----- Supplied records
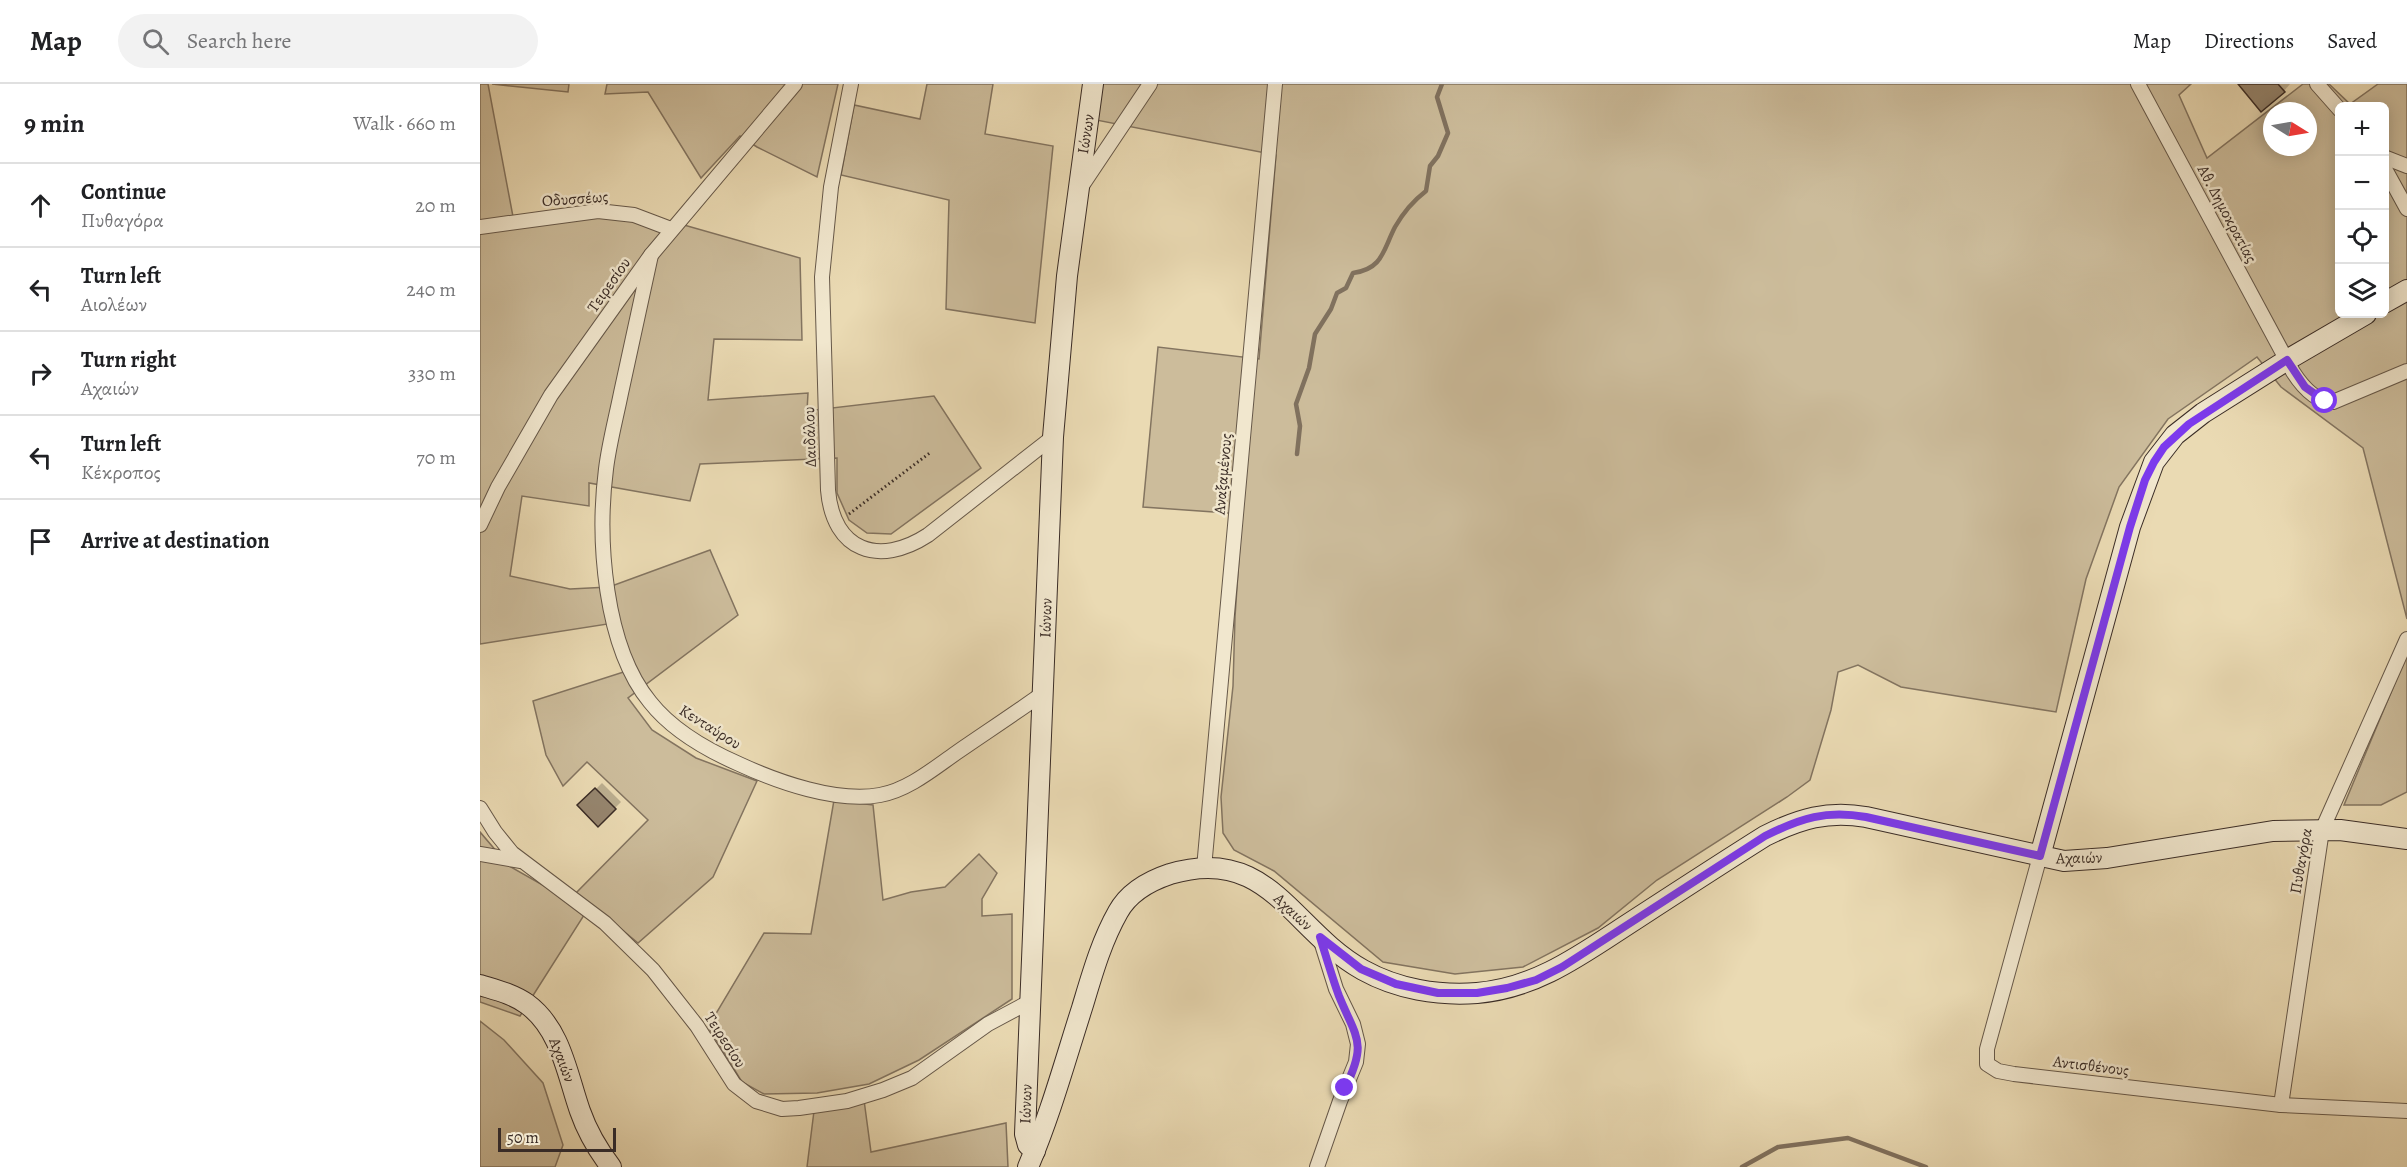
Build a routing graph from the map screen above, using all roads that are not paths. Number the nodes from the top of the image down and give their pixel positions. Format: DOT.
graph roads {
  1 [pos="795,84"];
  2 [pos="851,84"];
  3 [pos="1093,84"];
  4 [pos="1150,84"];
  5 [pos="1275,84"];
  6 [pos="2138,84"];
  7 [pos="2317,84"];
  8 [pos="2335,104"];
  9 [pos="2389,159"];
  10 [pos="2407,166"];
  11 [pos="2389,175"];
  12 [pos="1077,194"];
  13 [pos="2407,209"];
  14 [pos="480,227"];
  15 [pos="671,229"];
  16 [pos="651,255"];
  17 [pos="2407,290"];
  18 [pos="2389,301"];
  19 [pos="2359,318"];
  20 [pos="2287,360"];
  21 [pos="2407,371"];
  22 [pos="1053,437"];
  23 [pos="480,525"];
  24 [pos="2407,639"];
  25 [pos="1042,694"];
  26 [pos="480,808"];
  27 [pos="2322,830"];
  28 [pos="2407,839"];
  29 [pos="480,854"];
  30 [pos="2040,856"];
  31 [pos="523,862"];
  32 [pos="1204,868"];
  33 [pos="1320,937"];
  34 [pos="480,985"];
  35 [pos="1031,1001"];
  36 [pos="2281,1105"];
  37 [pos="2407,1111"];
  38 [pos="1031,1159"];
  39 [pos="611,1167"];
  40 [pos="1317,1167"];
  1 -- 15 [label="street, Τειρεσίου"];
  2 -- 22 [label="street, Δαιδάλου"];
  3 -- 12 [label="main road, Ιώνων"];
  4 -- 12 [label="street"];
  5 -- 32 [label="street, Αναξαμένους"];
  6 -- 20 [label="street, Αθ. Δημοκρατίας"];
  7 -- 8 [label="street"];
  9 -- 10 [label="street"];
  11 -- 13 [label="street"];
  12 -- 22 [label="main road, Ιώνων"];
  14 -- 15 [label="street, Οδυσσέως"];
  15 -- 16 [label="street, Τειρεσίου"];
  16 -- 23 [label="street, Τειρεσίου"];
  16 -- 25 [label="street, Κενταύρου"];
  17 -- 18 [label="main road"];
  19 -- 20 [label="main road"];
  20 -- 21 [label="street"];
  20 -- 30 [label="main road"];
  22 -- 25 [label="main road, Ιώνων"];
  24 -- 27 [label="street, Πυθαγόρα"];
  25 -- 35 [label="main road, Ιώνων"];
  26 -- 31 [label="street, Τειρεσίου"];
  27 -- 28 [label="main road, Αχαιών"];
  27 -- 30 [label="main road, Αχαιών"];
  27 -- 36 [label="street, Πυθαγόρα"];
  29 -- 31 [label="street"];
  30 -- 33 [label="main road, Αχαιών"];
  30 -- 36 [label="street, Αντισθένους"];
  31 -- 35 [label="street, Τειρεσίου"];
  32 -- 33 [label="main road, Αχαιών"];
  32 -- 38 [label="main road, Αχαιών"];
  33 -- 40 [label="street"];
  34 -- 39 [label="main road, Αχαιών"];
  35 -- 38 [label="main road, Ιώνων"];
  36 -- 37 [label="street, Αντισθένους"];
}
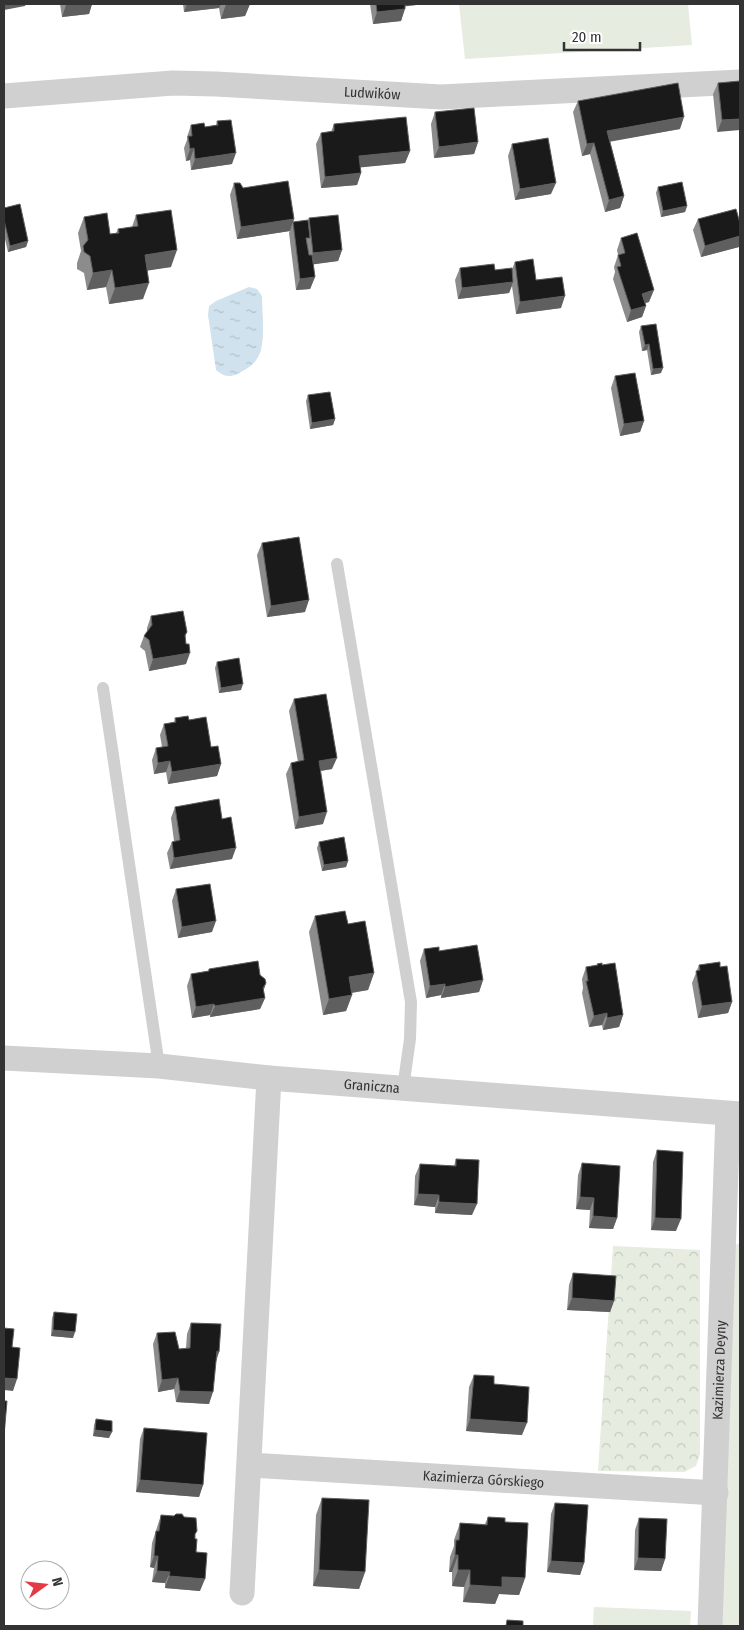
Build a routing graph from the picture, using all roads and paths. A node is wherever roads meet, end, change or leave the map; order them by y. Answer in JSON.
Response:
{"nodes":[{"id":1,"x":740,"y":82,"type":"edge"},
{"id":2,"x":4,"y":96,"type":"edge"},
{"id":3,"x":337,"y":564,"type":"dead end"},
{"id":4,"x":102,"y":688,"type":"dead end"},
{"id":5,"x":4,"y":1058,"type":"edge"},
{"id":6,"x":159,"y":1066,"type":"junction"},
{"id":7,"x":269,"y":1078,"type":"junction"},
{"id":8,"x":403,"y":1088,"type":"junction"},
{"id":9,"x":734,"y":1114,"type":"edge"},
{"id":10,"x":250,"y":1465,"type":"junction"},
{"id":11,"x":716,"y":1493,"type":"junction"},
{"id":12,"x":242,"y":1593,"type":"dead end"},
{"id":13,"x":710,"y":1626,"type":"edge"}],
"edges":[{"from":1,"to":2,"type":"street","name":"Ludwików"},
{"from":3,"to":8,"type":"lane"},
{"from":4,"to":6,"type":"lane"},
{"from":5,"to":6,"type":"street","name":"Graniczna"},
{"from":6,"to":7,"type":"street","name":"Graniczna"},
{"from":7,"to":8,"type":"street","name":"Graniczna"},
{"from":7,"to":10,"type":"street"},
{"from":8,"to":9,"type":"street","name":"Graniczna"},
{"from":9,"to":11,"type":"street","name":"Kazimierza Deyny"},
{"from":10,"to":11,"type":"street","name":"Kazimierza Górskiego"},
{"from":10,"to":12,"type":"street"},
{"from":11,"to":13,"type":"street","name":"Kazimierza Deyny"}]}
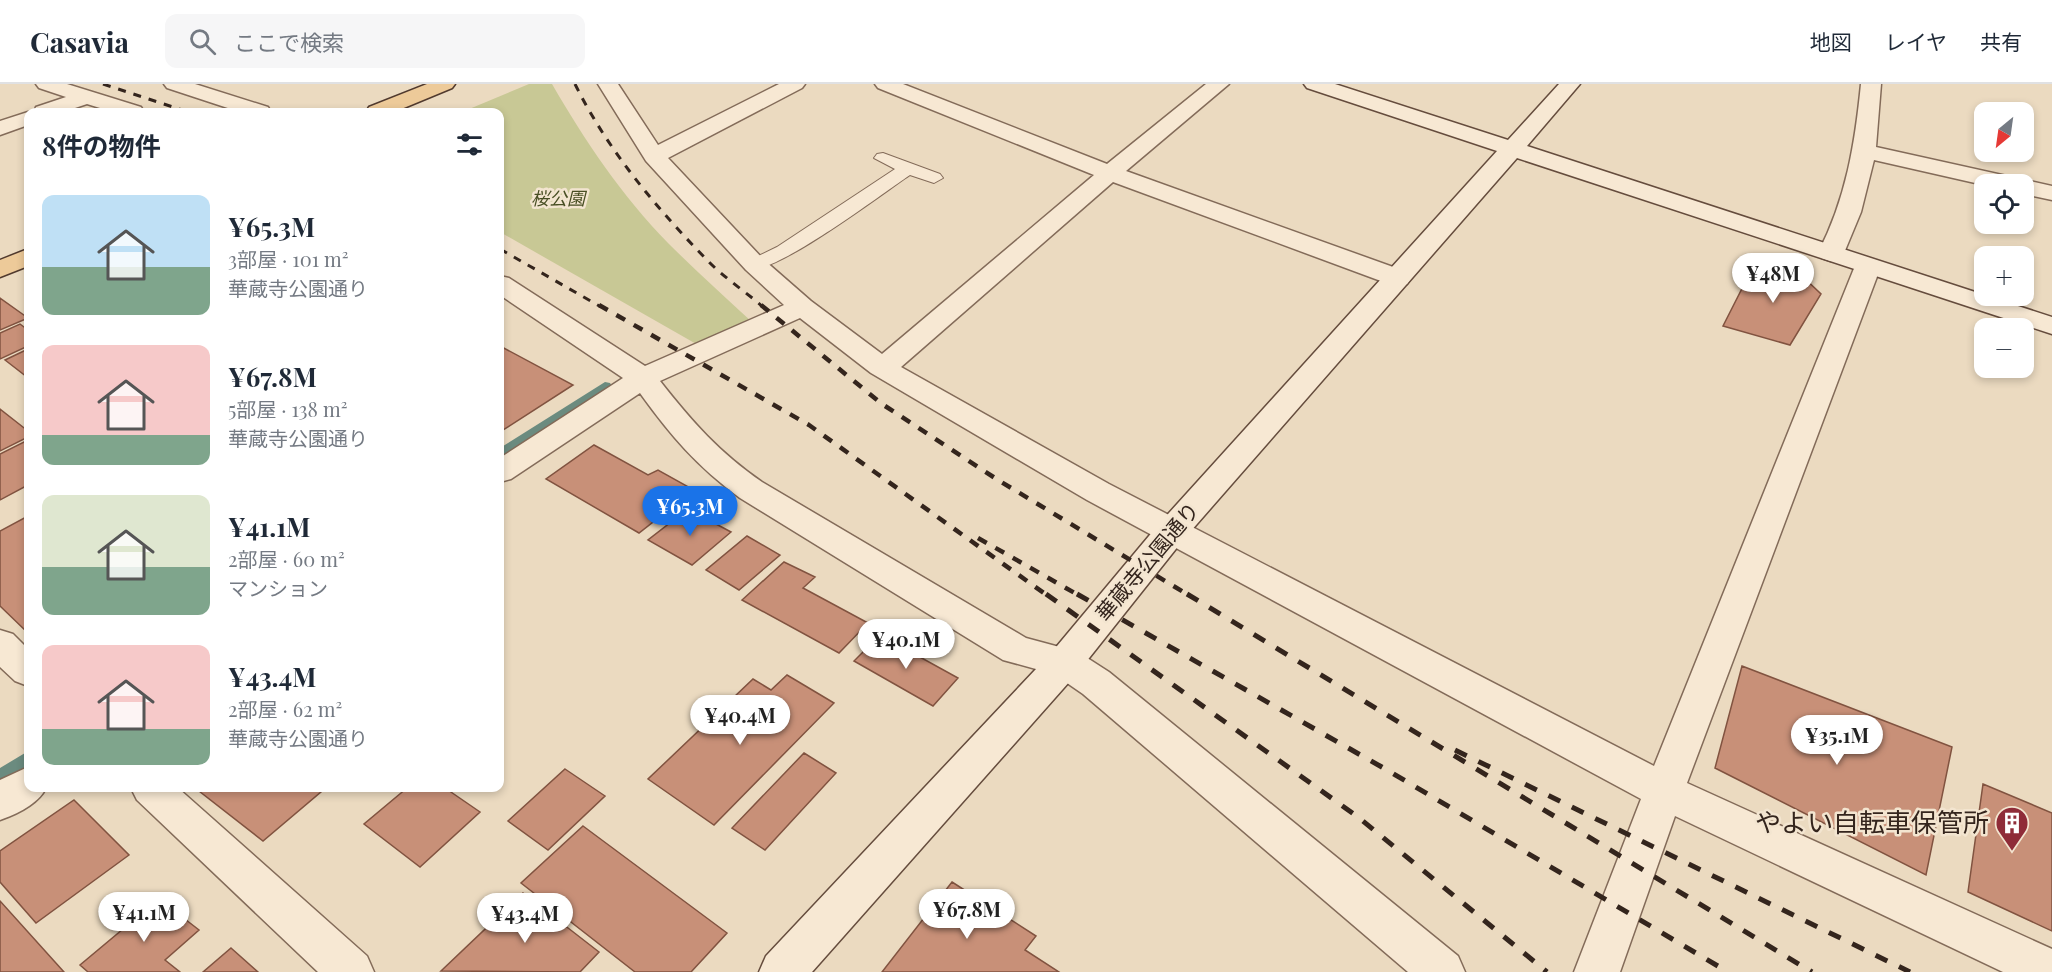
----------
Exercise: Please print all the data above word for word. Pictures should not appear in the copy.

Answer below:
Build a routing graph from the map screen above, using all roads that are not paths. Number the nodes from the top of the image down and give their pixel positions. Format: DOT.
graph roads {
  1 [pos="795,84"];
  2 [pos="851,84"];
  3 [pos="1093,84"];
  4 [pos="1150,84"];
  5 [pos="1275,84"];
  6 [pos="2138,84"];
  7 [pos="2317,84"];
  8 [pos="2335,104"];
  9 [pos="2389,159"];
  10 [pos="2407,166"];
  11 [pos="2389,175"];
  12 [pos="1077,194"];
  13 [pos="2407,209"];
  14 [pos="480,227"];
  15 [pos="671,229"];
  16 [pos="651,255"];
  17 [pos="2407,290"];
  18 [pos="2389,301"];
  19 [pos="2359,318"];
  20 [pos="2287,360"];
  21 [pos="2407,371"];
  22 [pos="1053,437"];
  23 [pos="480,525"];
  24 [pos="2407,639"];
  25 [pos="1042,694"];
  26 [pos="480,808"];
  27 [pos="2322,830"];
  28 [pos="2407,839"];
  29 [pos="480,854"];
  30 [pos="2040,856"];
  31 [pos="523,862"];
  32 [pos="1204,868"];
  33 [pos="1320,937"];
  34 [pos="480,985"];
  35 [pos="1031,1001"];
  36 [pos="2281,1105"];
  37 [pos="2407,1111"];
  38 [pos="1031,1159"];
  39 [pos="611,1167"];
  40 [pos="1317,1167"];
  1 -- 15 [label="street, Τειρεσίου"];
  2 -- 22 [label="street, Δαιδάλου"];
  3 -- 12 [label="main road, Ιώνων"];
  4 -- 12 [label="street"];
  5 -- 32 [label="street, Αναξαμένους"];
  6 -- 20 [label="street, Αθ. Δημοκρατίας"];
  7 -- 8 [label="street"];
  9 -- 10 [label="street"];
  11 -- 13 [label="street"];
  12 -- 22 [label="main road, Ιώνων"];
  14 -- 15 [label="street, Οδυσσέως"];
  15 -- 16 [label="street, Τειρεσίου"];
  16 -- 23 [label="street, Τειρεσίου"];
  16 -- 25 [label="street, Κενταύρου"];
  17 -- 18 [label="main road"];
  19 -- 20 [label="main road"];
  20 -- 21 [label="street"];
  20 -- 30 [label="main road"];
  22 -- 25 [label="main road, Ιώνων"];
  24 -- 27 [label="street, Πυθαγόρα"];
  25 -- 35 [label="main road, Ιώνων"];
  26 -- 31 [label="street, Τειρεσίου"];
  27 -- 28 [label="main road, Αχαιών"];
  27 -- 30 [label="main road, Αχαιών"];
  27 -- 36 [label="street, Πυθαγόρα"];
  29 -- 31 [label="street"];
  30 -- 33 [label="main road, Αχαιών"];
  30 -- 36 [label="street, Αντισθένους"];
  31 -- 35 [label="street, Τειρεσίου"];
  32 -- 33 [label="main road, Αχαιών"];
  32 -- 38 [label="main road, Αχαιών"];
  33 -- 40 [label="street"];
  34 -- 39 [label="main road, Αχαιών"];
  35 -- 38 [label="main road, Ιώνων"];
  36 -- 37 [label="street, Αντισθένους"];
}
Build a routing graph from the picture, using all roads and paths. A node is wherever roads meet, end, change or leave the map; order them by y. Answer in JSON.
Response:
{"nodes":[{"id":1,"x":740,"y":82,"type":"edge"},
{"id":2,"x":4,"y":96,"type":"edge"},
{"id":3,"x":337,"y":564,"type":"dead end"},
{"id":4,"x":102,"y":688,"type":"dead end"},
{"id":5,"x":4,"y":1058,"type":"edge"},
{"id":6,"x":159,"y":1066,"type":"junction"},
{"id":7,"x":269,"y":1078,"type":"junction"},
{"id":8,"x":403,"y":1088,"type":"junction"},
{"id":9,"x":734,"y":1114,"type":"edge"},
{"id":10,"x":250,"y":1465,"type":"junction"},
{"id":11,"x":716,"y":1493,"type":"junction"},
{"id":12,"x":242,"y":1593,"type":"dead end"},
{"id":13,"x":710,"y":1626,"type":"edge"}],
"edges":[{"from":1,"to":2,"type":"street","name":"Ludwików"},
{"from":3,"to":8,"type":"lane"},
{"from":4,"to":6,"type":"lane"},
{"from":5,"to":6,"type":"street","name":"Graniczna"},
{"from":6,"to":7,"type":"street","name":"Graniczna"},
{"from":7,"to":8,"type":"street","name":"Graniczna"},
{"from":7,"to":10,"type":"street"},
{"from":8,"to":9,"type":"street","name":"Graniczna"},
{"from":9,"to":11,"type":"street","name":"Kazimierza Deyny"},
{"from":10,"to":11,"type":"street","name":"Kazimierza Górskiego"},
{"from":10,"to":12,"type":"street"},
{"from":11,"to":13,"type":"street","name":"Kazimierza Deyny"}]}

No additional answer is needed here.